Elektronisch betätigte Turbolader, ein Abgasrückführungssystem und eine Kanalabschaltung tragen ebenfalls zu einer Reduzierung der Emissionen bei. Dank dieser modernen Technik ist der V6-Motor mit der Euro IV Abgasnorm kompatibel und die Partikelemissionen können bei Einsatz des von PSA bekannten Diesel-Partikelfilters auf ein äußerst geringes Maß reduziert werden.

Die Motorparameter werden von einer Steuerelektronik permanent überwacht und gesteuert. Zu diesem Zweck verarbeitet die Steuerung die Informationen von insgesamt 23 Sensoren und sendet Befehle an 20 Stellglieder. Die Steuerung betätigt zudem ein Kanalabschaltsystem, welches durch das Öffnen und Schließen von Klappenventilen im Einlasstrakt die Drall- und Stromcharakteristik über den gesamten Motorbetriebsbereich optimiert. Zudem steuert die Elektronik die Betätigung des Abgasrückführungssystems, der Turbolader mit Verstellgeometrie und - zugunsten eines schnelleren und präziseren Ansprechens - der Drosselklappe.

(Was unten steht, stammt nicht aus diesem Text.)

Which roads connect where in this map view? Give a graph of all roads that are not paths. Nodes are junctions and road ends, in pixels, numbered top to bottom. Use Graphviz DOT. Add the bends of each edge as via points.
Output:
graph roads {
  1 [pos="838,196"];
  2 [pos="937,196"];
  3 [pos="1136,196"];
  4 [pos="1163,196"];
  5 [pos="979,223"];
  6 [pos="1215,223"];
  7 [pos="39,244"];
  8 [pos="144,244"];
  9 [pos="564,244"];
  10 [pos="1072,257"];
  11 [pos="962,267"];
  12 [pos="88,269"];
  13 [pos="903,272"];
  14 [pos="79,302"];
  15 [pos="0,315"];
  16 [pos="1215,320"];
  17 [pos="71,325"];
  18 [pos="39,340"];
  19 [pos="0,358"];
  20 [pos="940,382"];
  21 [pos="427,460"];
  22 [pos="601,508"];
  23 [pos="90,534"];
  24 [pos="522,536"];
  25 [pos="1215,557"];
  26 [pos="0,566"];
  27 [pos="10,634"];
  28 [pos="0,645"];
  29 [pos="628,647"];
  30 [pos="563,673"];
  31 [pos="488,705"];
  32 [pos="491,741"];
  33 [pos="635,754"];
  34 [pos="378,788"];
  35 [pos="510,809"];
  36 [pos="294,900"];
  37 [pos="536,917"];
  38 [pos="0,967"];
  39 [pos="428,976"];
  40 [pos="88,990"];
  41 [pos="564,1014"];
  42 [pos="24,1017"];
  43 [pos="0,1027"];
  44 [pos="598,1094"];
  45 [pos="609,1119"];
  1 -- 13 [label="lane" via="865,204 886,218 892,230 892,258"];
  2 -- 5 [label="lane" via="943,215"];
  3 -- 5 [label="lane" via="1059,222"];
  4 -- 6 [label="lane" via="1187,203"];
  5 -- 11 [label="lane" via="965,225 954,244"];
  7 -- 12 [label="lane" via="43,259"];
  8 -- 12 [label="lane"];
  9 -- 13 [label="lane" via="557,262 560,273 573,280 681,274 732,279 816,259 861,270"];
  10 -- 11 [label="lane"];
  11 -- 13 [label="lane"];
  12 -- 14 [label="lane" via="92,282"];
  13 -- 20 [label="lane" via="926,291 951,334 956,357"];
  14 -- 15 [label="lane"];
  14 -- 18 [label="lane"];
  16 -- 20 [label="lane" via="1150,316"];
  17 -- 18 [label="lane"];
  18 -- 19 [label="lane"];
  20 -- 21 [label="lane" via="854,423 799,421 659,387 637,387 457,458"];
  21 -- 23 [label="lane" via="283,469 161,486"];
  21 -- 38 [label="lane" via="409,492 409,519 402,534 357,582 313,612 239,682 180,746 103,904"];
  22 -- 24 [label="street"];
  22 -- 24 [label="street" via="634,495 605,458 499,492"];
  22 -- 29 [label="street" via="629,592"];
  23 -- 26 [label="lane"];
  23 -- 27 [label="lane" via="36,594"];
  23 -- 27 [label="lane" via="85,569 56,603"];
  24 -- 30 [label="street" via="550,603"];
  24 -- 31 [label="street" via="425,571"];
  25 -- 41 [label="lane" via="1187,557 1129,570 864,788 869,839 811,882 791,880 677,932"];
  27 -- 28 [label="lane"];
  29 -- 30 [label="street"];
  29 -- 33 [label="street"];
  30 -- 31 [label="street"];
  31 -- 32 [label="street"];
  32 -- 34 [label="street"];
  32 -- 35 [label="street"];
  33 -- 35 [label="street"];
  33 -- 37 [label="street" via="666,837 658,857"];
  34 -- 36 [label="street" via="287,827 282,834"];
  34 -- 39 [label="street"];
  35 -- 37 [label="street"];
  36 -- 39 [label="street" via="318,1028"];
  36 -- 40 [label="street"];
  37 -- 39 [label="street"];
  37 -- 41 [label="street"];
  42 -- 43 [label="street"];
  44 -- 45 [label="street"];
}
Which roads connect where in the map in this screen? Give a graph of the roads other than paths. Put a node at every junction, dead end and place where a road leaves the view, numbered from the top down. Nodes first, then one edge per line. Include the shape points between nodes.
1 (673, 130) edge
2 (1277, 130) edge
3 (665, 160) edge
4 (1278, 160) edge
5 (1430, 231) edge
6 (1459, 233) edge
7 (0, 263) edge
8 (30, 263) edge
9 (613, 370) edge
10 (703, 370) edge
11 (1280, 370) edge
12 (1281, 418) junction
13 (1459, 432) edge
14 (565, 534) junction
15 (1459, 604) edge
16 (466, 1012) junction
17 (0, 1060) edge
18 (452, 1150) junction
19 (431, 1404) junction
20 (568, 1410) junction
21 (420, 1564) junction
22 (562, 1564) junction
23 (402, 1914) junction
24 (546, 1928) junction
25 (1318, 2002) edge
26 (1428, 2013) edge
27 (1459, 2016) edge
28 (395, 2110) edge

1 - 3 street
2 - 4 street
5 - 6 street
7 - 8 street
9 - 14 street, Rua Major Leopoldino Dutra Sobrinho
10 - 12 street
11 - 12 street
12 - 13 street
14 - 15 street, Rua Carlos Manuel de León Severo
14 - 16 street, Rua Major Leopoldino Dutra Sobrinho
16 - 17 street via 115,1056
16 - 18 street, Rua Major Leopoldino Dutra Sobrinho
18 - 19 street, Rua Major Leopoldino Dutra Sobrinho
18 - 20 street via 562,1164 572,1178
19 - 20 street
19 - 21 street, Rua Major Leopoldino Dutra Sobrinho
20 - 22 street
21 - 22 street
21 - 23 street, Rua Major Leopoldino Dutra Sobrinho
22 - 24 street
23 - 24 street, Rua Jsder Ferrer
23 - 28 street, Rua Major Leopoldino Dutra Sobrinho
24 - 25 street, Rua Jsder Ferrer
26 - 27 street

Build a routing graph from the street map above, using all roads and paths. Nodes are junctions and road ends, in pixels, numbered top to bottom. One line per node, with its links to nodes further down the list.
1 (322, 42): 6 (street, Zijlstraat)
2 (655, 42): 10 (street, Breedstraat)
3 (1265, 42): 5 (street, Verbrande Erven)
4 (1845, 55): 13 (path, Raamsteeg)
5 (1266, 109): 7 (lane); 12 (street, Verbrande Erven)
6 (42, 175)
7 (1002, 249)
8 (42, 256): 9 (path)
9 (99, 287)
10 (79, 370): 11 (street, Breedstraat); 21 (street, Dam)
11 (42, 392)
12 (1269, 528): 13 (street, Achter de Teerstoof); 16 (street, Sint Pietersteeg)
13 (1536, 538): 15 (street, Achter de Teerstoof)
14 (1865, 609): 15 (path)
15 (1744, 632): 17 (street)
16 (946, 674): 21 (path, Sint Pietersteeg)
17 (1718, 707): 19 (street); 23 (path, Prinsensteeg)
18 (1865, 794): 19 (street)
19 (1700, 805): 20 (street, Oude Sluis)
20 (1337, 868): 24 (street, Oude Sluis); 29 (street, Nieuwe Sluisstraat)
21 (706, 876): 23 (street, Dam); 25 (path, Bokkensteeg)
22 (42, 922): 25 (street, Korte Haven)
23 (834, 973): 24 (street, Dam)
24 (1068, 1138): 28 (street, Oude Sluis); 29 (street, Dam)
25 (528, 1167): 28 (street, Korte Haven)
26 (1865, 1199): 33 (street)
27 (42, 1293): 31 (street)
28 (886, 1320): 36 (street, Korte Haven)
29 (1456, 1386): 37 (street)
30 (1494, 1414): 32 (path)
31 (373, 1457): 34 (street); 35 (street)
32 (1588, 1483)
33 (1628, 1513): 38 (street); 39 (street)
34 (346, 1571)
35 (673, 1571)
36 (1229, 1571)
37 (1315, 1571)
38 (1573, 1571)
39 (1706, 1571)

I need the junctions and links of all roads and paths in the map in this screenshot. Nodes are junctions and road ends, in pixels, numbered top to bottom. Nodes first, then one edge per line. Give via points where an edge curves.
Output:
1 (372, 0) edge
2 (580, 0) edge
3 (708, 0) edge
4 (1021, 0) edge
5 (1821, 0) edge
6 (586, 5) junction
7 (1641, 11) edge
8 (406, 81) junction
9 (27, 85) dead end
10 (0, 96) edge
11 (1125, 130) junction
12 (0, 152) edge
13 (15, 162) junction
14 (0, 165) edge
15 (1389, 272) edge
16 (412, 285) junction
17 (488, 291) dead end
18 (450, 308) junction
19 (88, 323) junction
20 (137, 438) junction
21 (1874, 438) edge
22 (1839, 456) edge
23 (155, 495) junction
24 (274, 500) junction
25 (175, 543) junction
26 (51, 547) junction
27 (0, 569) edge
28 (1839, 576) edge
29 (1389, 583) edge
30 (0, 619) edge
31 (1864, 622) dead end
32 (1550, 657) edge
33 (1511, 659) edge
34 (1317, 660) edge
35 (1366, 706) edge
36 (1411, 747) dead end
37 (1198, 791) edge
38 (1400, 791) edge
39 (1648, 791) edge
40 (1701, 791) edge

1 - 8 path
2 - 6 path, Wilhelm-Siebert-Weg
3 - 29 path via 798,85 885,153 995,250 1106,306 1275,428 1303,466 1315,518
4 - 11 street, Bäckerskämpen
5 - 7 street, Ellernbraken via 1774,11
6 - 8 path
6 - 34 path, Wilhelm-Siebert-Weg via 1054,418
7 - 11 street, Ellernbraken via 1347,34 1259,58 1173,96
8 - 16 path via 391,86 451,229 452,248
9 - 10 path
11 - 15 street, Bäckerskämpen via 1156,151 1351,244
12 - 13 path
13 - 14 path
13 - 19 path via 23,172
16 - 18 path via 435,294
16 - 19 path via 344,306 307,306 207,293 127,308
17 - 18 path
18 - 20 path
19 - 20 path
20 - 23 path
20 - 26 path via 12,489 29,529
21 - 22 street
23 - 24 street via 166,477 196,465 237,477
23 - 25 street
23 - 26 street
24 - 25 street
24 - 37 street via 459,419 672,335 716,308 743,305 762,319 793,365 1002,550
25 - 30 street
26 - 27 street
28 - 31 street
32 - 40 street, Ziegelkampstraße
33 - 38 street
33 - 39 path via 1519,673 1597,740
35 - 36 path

Zusätzlich unterstützt eine voll drehmomentabhängige Strategie die Steuerung der Mehrfacheinspritzung und die Integration mit den Getriebe- und Bremssteuergeräten. Die instationäre Drehmoment- und Ladedrucksteuerung ermöglicht die Optimierung der Motorleistung ohne Beeinträchtigung der Haltbarkeit des Motors.

Die Steuerelektronik ist zudem integraler Bestandteil der Servicestrategie für den neuen Motor. Sie überwacht einen in der Ölwanne montierten Ölstands-, Öltemperatur- und Ölqualitätssensor und bewertet mittels eines komplizierten Algorithmus den Arbeitszyklus des Ölsystems. Auf der Grundlage dieser Daten informiert die Steuerelektronik den Fahrer über die Zeit und die Laufleistung bis zum nächsten Ölservice sowie über den aktuellen Ölstand und aktiviert bei Bedarf die Ölstandskontrollleuchte. Der Algorithmus verarbeitet dabei nicht nur die vom Sensor gelieferten Daten, sondern berücksichtigt auch andere Betriebsparameter des Motors, wie die Temperatur, den Stand und die Qualität des vorhandenen Öls, die Geschwindigkeit, die Drehzahl, das Drehmoment, die Zeit seit dem letzten Ölservice und den Gesamtkilometerstand.

Der V6 bringt mit 202 kg (DIN 70020) ein niedriges Gewicht auf die Waage, was wesentlich zum guten Leistungsgewicht und zur Wirtschaftlichkeit dieses Aggregates beiträgt. Gebaut wird der 2.7 Liter Dieselmotor im britischen Dagenham. Die jährliche Produktionskapazität von zunächst bis zu 150.000 V6-Motoren kann bei Bedarf erweitert werden.